To be cut off from the life of the past is to make us vain and narrow-minded, if not intolerant and bigoted. The historian takes us up into a high mountain and shows us the world for long ages past, spread out at our feet. It is then that we come to realize the insignificance of the present period in comparison with all that have preceded it; our vanity is humbled, our minds expanded and liberalized.
“To converse with historians,” says Lord Bolingbroke, “is to keep good company.” In the realm of history we may have the great and good of all the ages as our associates, and they can hardly fail to leave a permanent impress on our characters. The impress thus given should grow deeper with the years; the germ thus implanted, with time and opportunity, may be developed and brought into action.

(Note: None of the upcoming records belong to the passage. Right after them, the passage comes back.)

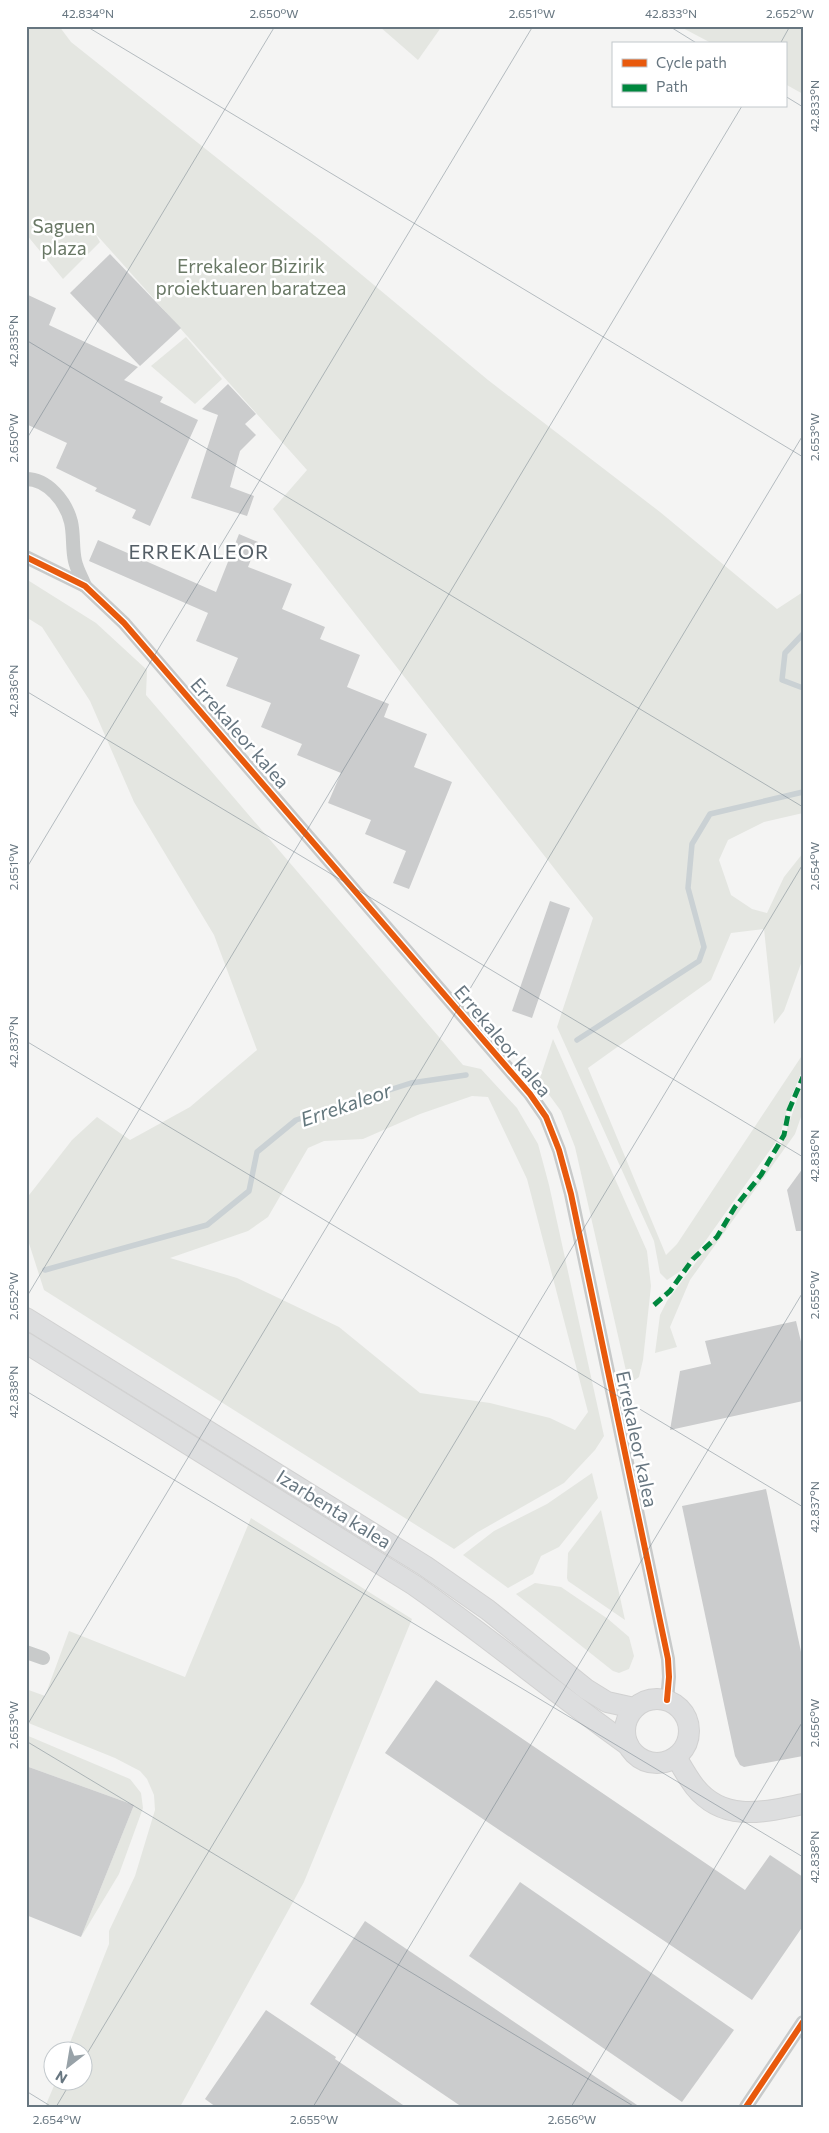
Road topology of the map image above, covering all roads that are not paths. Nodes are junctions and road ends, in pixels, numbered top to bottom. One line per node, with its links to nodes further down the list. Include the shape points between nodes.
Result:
1 (26, 479): 3 (street, Errekaleor kalea, via 51,488 63,503 71,522 75,561)
2 (26, 557): 3 (street, Errekaleor kalea)
3 (85, 586): 8 (street, Errekaleor kalea, via 155,656 530,1094 546,1117 560,1150 571,1194 668,1659)
4 (26, 1318): 9 (main road, Izarbenta kalea, via 425,1566 488,1610 586,1689 607,1702)
5 (26, 1343): 10 (main road, Izarbenta kalea, via 407,1580)
6 (26, 1652): 7 (street)
7 (43, 1658)
8 (667, 1700): 9 (main road, via 655,1699); 11 (main road, via 679,1707 687,1719 690,1733 685,1747)
9 (634, 1708): 10 (main road, via 625,1728)
10 (628, 1745): 11 (main road, via 635,1754 655,1763)
11 (676, 1757): 12 (main road, via 696,1788 713,1803 731,1811 765,1812)
12 (803, 1804)
13 (803, 2022): 14 (street)
14 (746, 2107)

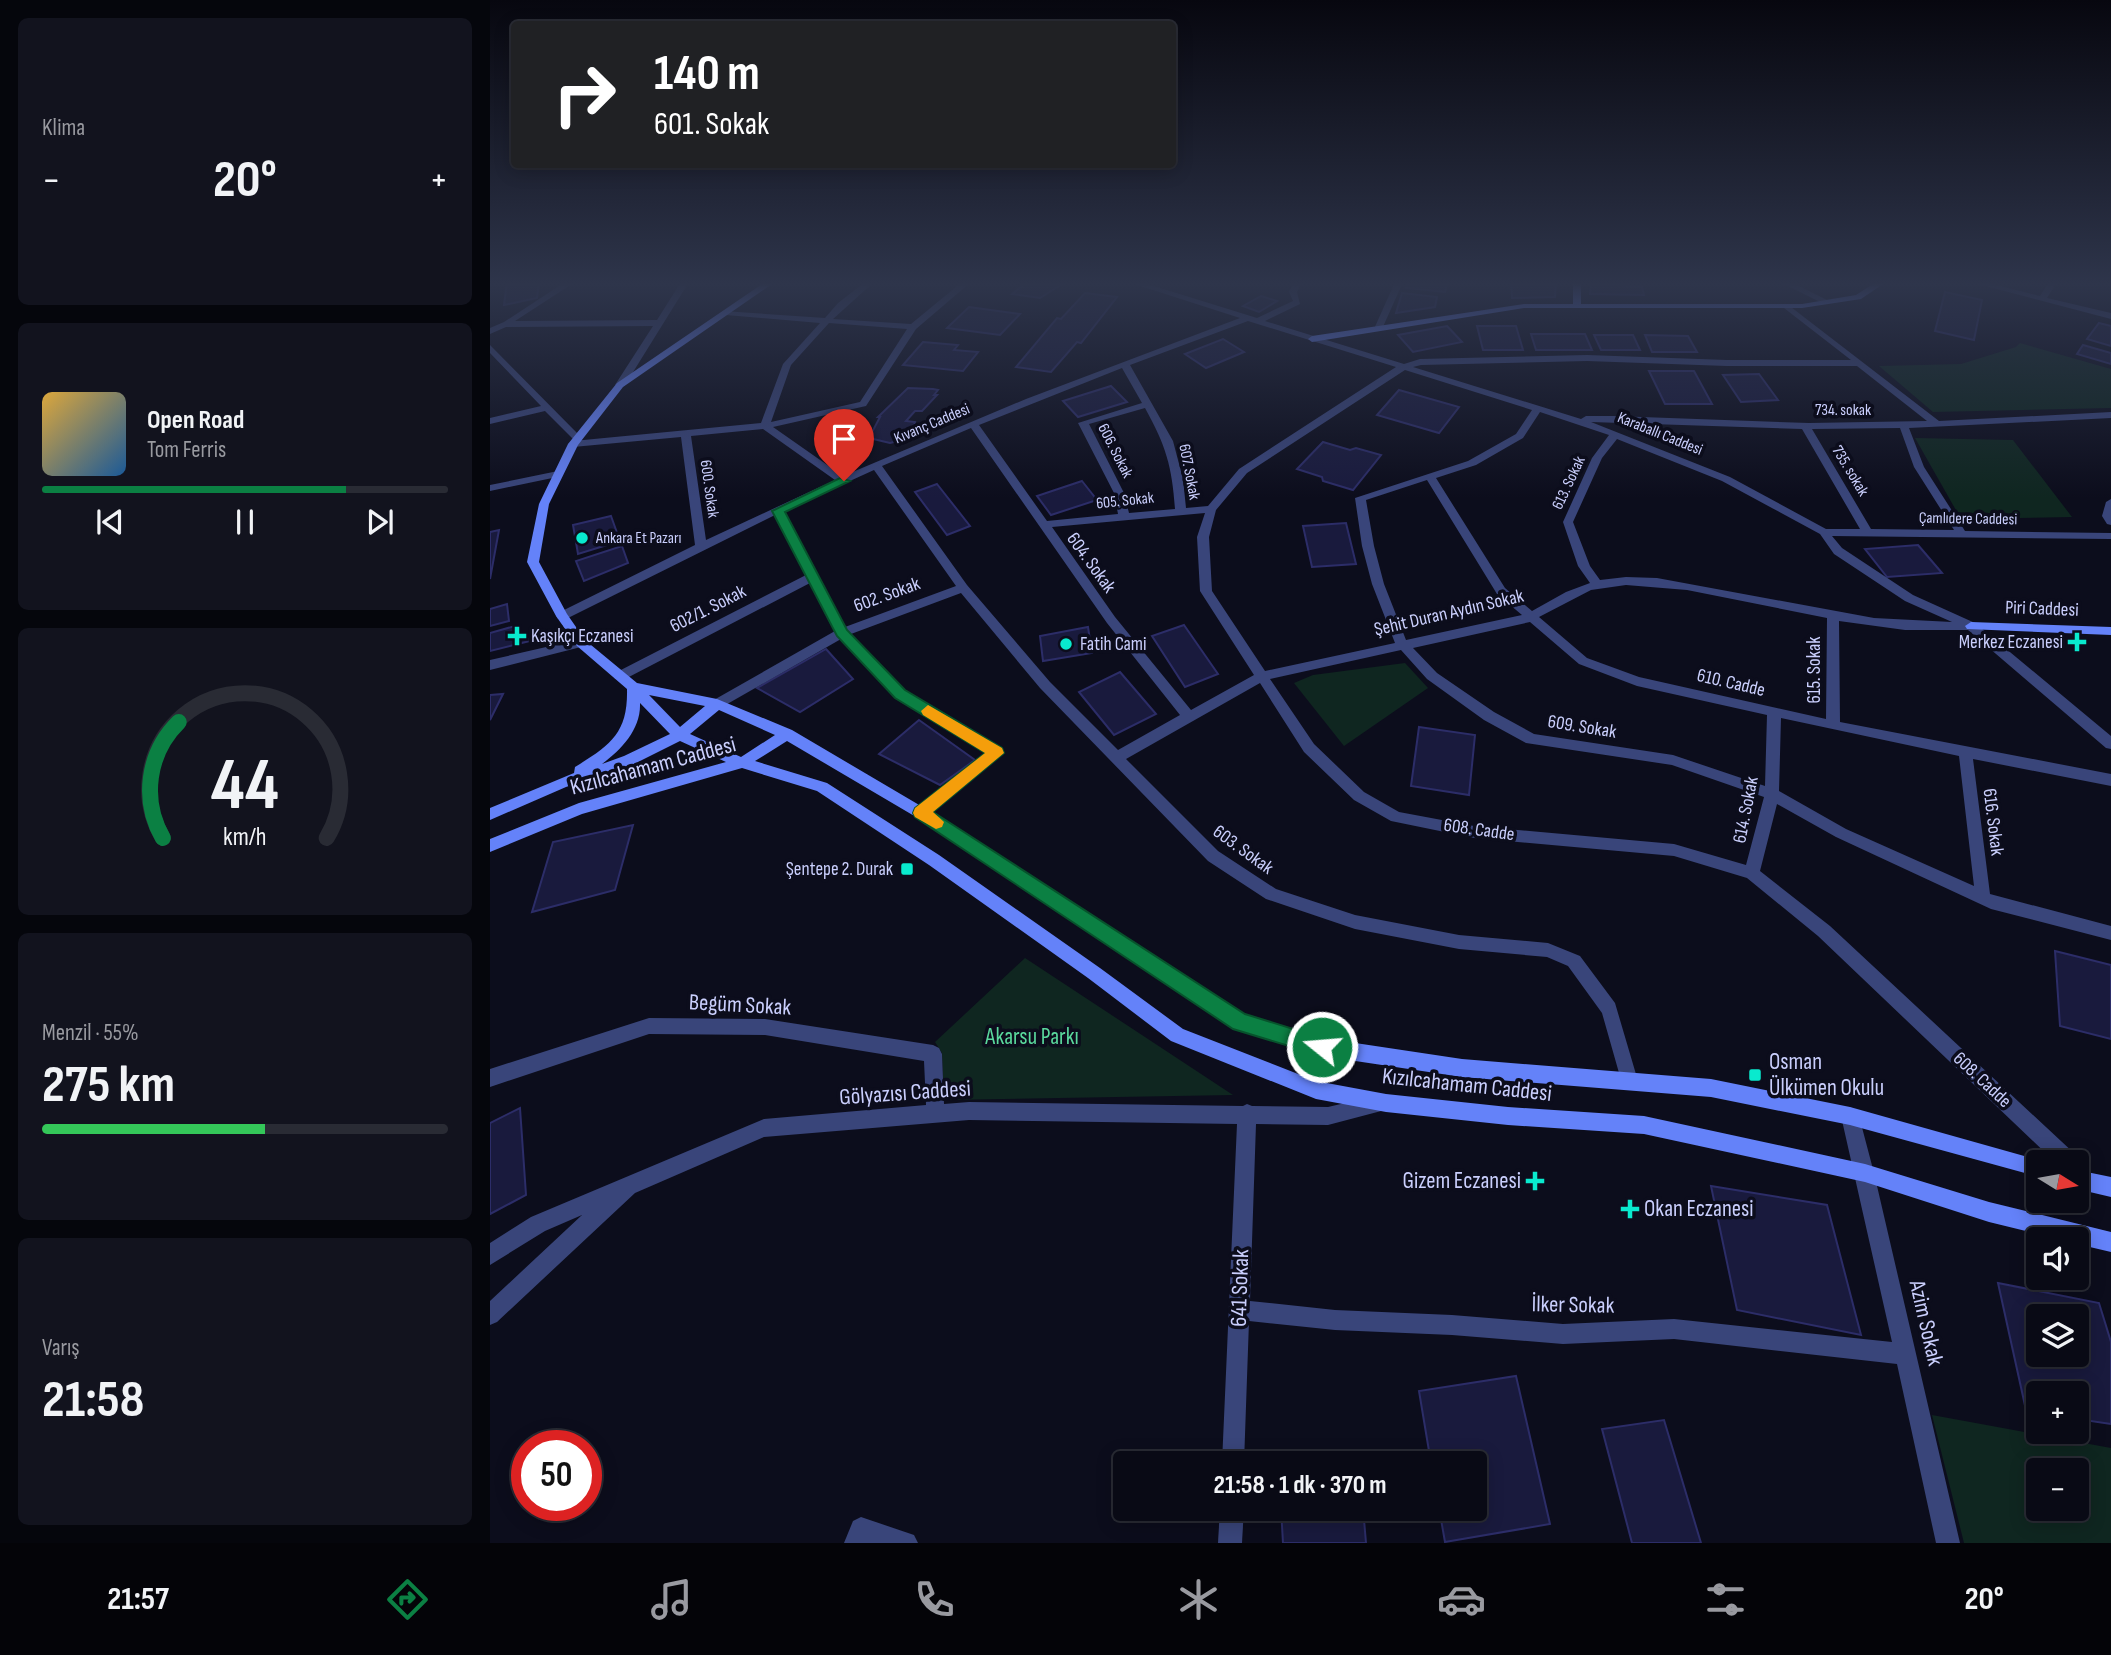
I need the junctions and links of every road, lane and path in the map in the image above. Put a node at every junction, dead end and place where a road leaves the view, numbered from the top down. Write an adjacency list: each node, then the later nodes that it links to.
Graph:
1 (496, 354): 14 (street)
2 (639, 354): 12 (street)
3 (666, 354): 12 (main road)
4 (796, 354): 21 (street)
5 (895, 354): 21 (street)
6 (1156, 354): 10 (street, Kıvanç Caddesi)
7 (1361, 354): 11 (street, Karaballı Caddesi)
8 (1849, 354): 9 (street)
9 (1861, 363): 11 (street); 20 (street)
10 (1125, 365): 13 (street, 607. Sokak); 19 (street, Kıvanç Caddesi)
11 (1403, 367): 15 (street, Karaballı Caddesi); 33 (street, 608. Cadde)
12 (620, 385): 26 (main road)
13 (1147, 404): 35 (street, 607. Sokak); 36 (street, 606. Sokak)
14 (548, 408): 18 (street); 26 (street)
15 (1537, 408): 17 (street, Karaballı Caddesi); 29 (street, 609. Sokak)
16 (2111, 415): 20 (street, 734. sokak)
17 (1574, 420): 22 (street, 734. sokak); 24 (street, Karaballı Caddesi)
18 (490, 421)
19 (973, 424): 27 (street, Kıvanç Caddesi); 38 (street, 604. Sokak)
20 (1937, 424): 23 (street, 734. sokak)
21 (765, 426): 25 (street); 30 (street)
22 (1805, 426): 23 (street, 734. sokak); 40 (street, 735. sokak)
23 (1904, 426): 41 (street)
24 (1615, 434): 39 (street, Karaballı Caddesi); 45 (street, 613. Sokak)
25 (686, 435): 26 (street); 43 (street, 600. Sokak)
26 (575, 440): 28 (main road)
27 (877, 466): 30 (street, Kıvanç Caddesi); 46 (street, 603. Sokak)
28 (558, 474): 31 (street); 48 (main road)
29 (1430, 476): 49 (street, 610. Cadde); 54 (street, 609. Sokak)
30 (844, 481): 34 (street, Kıvanç Caddesi)
31 (490, 488)
32 (2111, 502): 37 (street)
33 (1211, 509): 35 (street, 605. Sokak); 57 (street, 608. Cadde)
34 (778, 511): 43 (street, Kıvanç Caddesi); 44 (street)
35 (1181, 512): 36 (street, 605. Sokak)
36 (1124, 517): 38 (street, 605. Sokak)
37 (2111, 522)
38 (1042, 525): 61 (street, 604. Sokak)
39 (1824, 532): 40 (street, Çamlıdere Caddesi); 50 (street, Karaballı Caddesi)
40 (1868, 533): 41 (street, Çamlıdere Caddesi)
41 (1962, 534): 42 (street, Çamlıdere Caddesi)
42 (2111, 536)
43 (701, 548): 48 (street, Kıvanç Caddesi)
44 (812, 577): 52 (street); 56 (street, 602/1. Sokak)
45 (1597, 585): 47 (street, Şehit Duran Aydın Sokak); 49 (street, Şehit Duran Aydın Sokak)
46 (963, 588): 52 (street, 602. Sokak); 67 (street, 603. Sokak)
47 (1833, 615): 50 (street, Şehit Duran Aydın Sokak); 62 (street, 615. Sokak)
48 (562, 616): 53 (main road)
49 (1529, 618): 54 (street, Şehit Duran Aydın Sokak); 60 (street, 610. Cadde)
50 (1971, 626): 51 (main road, Piri Caddesi); 65 (street, Karaballı Caddesi)
51 (2111, 631)
52 (842, 633): 59 (street, 602. Sokak); 72 (street)
53 (581, 643): 55 (street); 56 (main road)
54 (1401, 643): 57 (street, Şehit Duran Aydın Sokak); 71 (street, 609. Sokak)
55 (490, 665)
56 (620, 676): 58 (main road)
57 (1262, 676): 61 (street, Şehit Duran Aydın Sokak); 75 (street, 608. Cadde)
58 (633, 687): 59 (main road); 64 (main road); 69 (main road)
59 (717, 704): 63 (main road, Kızılcahamam Caddesi); 64 (main road, Kızılcahamam Caddesi)
60 (1774, 712): 62 (street, 610. Cadde); 71 (street, 614. Sokak)
61 (1189, 717): 67 (street, Şehit Duran Aydın Sokak)
62 (1833, 725): 66 (street, 610. Cadde)
63 (787, 734): 68 (main road); 72 (main road, Kızılcahamam Caddesi)
64 (680, 735): 68 (main road); 69 (main road, Kızılcahamam Caddesi)
65 (2111, 744)
66 (1965, 752): 70 (street, 610. Cadde); 76 (street, 616. Sokak)
67 (1117, 757): 79 (street, 603. Sokak)
68 (742, 763): 74 (main road, Kızılcahamam Caddesi); 80 (main road, Kızılcahamam Caddesi)
69 (561, 783): 73 (main road, Kızılcahamam Caddesi)
70 (2109, 784)
71 (1772, 794): 75 (street, 614. Sokak); 76 (street, 609. Sokak)
72 (921, 813): 79 (main road, Kızılcahamam Caddesi)
73 (490, 814)
74 (490, 846)
75 (1752, 873): 84 (street, 608. Cadde)
76 (1983, 897): 77 (street, 609. Sokak)
77 (2111, 933)
78 (490, 1078): 82 (street, Begüm Sokak)
79 (1629, 1081): 83 (main road, Kızılcahamam Caddesi)
80 (1386, 1103): 81 (street, Gölyazısı Caddesi); 86 (main road, Kızılcahamam Caddesi)
81 (1247, 1113): 82 (street, Gölyazısı Caddesi); 92 (street, 641 Sokak)
82 (935, 1114): 88 (street, Gölyazısı Caddesi)
83 (1850, 1116): 85 (main road, Kızılcahamam Caddesi); 86 (street, Azim Sokak)
84 (2056, 1150)
85 (2026, 1164)
86 (1865, 1173): 90 (main road, Kızılcahamam Caddesi); 94 (street, Azim Sokak)
87 (2090, 1179): 89 (main road)
88 (628, 1186): 91 (street); 93 (street, Gölyazısı Caddesi)
89 (2111, 1186)
90 (2111, 1242)
91 (490, 1255)
92 (1239, 1310): 94 (street, İlker Sokak); 95 (street, 641 Sokak)
93 (490, 1315)
94 (1906, 1354): 100 (street, Azim Sokak)
95 (1233, 1451)
96 (1231, 1521): 99 (street)
97 (858, 1536): 98 (street)
98 (906, 1543)
99 (1230, 1543)
100 (1948, 1543)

It has already been intimated that history tends strongly to develop a spirit of patriotism ; it is also a potent nurse of virtue. Virtuous deeds are the most eloquent sermons; noble, exalted lives teach the most impressive moral lessons. It ministers, too, to our noblest intellectual wants, and contributes very largely toward that higher culture which is the efflorescence of civilization. As a disciplinary science, history is justly accorded a very high, though not the first rank. Now by expanding the intelligence, by humbling vanity and false pride, by developing a spirit of patriotism, and nursing virtue, history aids greatly in forming good citizens, and in a republic good citizenship is next to godliness.
In the higher education, then, it would seem that history should hold a very important place. Besides a familiarity with the history of our own country, the graduate of a high school or academy should have a good knowledge of the history of England, as well as of the outlines of general history. In addition to this, the college graduate should be well acquainted with the histories of Greece, Rome, France, and Germany.
As regards the extent of the field which should chiefly claim our attention, there is a general agreement. It is limited to our own country and Europe, rejecting almost entirely all other history as not being of a character to be fully comprehended, and not calculated to be of the highest value.
I now pass to methods of study and instruction, where opinions widely differ. After taking the history of our own country, some hold that by working backward the subject may be much more easily understood. There are certainly some advantages in this method, but it has grave disadvantages; it is, in fact, very like walking backward. History is a connected chain of events, the last growing in some sense out of all that have preceded; and to und erstand the present, we must have a knowledge of the past. Many, perhaps the majority, would begin with the history of Greece and Rome. But the life of these nations was so unlike that of to-day, the mythology underlying their civilization so at variance with Christianity, that it is difficult for us to form any correct idea of the state of affairs, and more difficult still to gain any adequate conception of the motives that prompted to action. For these reasons we should not begin with Greece and Rome, but, as it would seem, at the dividing line between ancient and modern civilization. It is true that the old is so gradually shaded off into the new, that it is somewhat difficult to fix a line of demarcation; yet at the fall of the Western Empire in 476 A. D., the change was well-nigh complete. The barbarians had inundated the Roman world, and but little of former systems was left behind. A new and nobler civilization now begins, and we see men moved by new impulses and loftier motives, and acting under conditions hitherto unknown. When the outlines of mediæval and modern history are well mastered, we may turn to Greece and Rome; but here, as always, we should remember that “a live dog is better than a dead lion.” Whether we know little or much of the facts, we can certainly all recall the time we spent among the petty States of Greece, and in the tanglewood of the Middle Ages. To many
the recollection is by no means cheering, as our devious wanderings ended ingloriously; but the achievements of some were marvelous in our own eyes, and a source of pride to teachers and friends. Well started at any point, we could rattle, on almost like a perpetual motion, and had more dates at command than Hume or Macaulay mastered, in a life-time devoted to historic study. It was wonderful indeed “ that one small bread could carry all we knew.” But how about our splendid acquirements a few months later ? Alas! we could say of them solemnly, they were, but they are not. In later years, the time has come to many
when should be glad to convert these early phantoms into realities. We have bought Hume, Bancroft, and Gibbon.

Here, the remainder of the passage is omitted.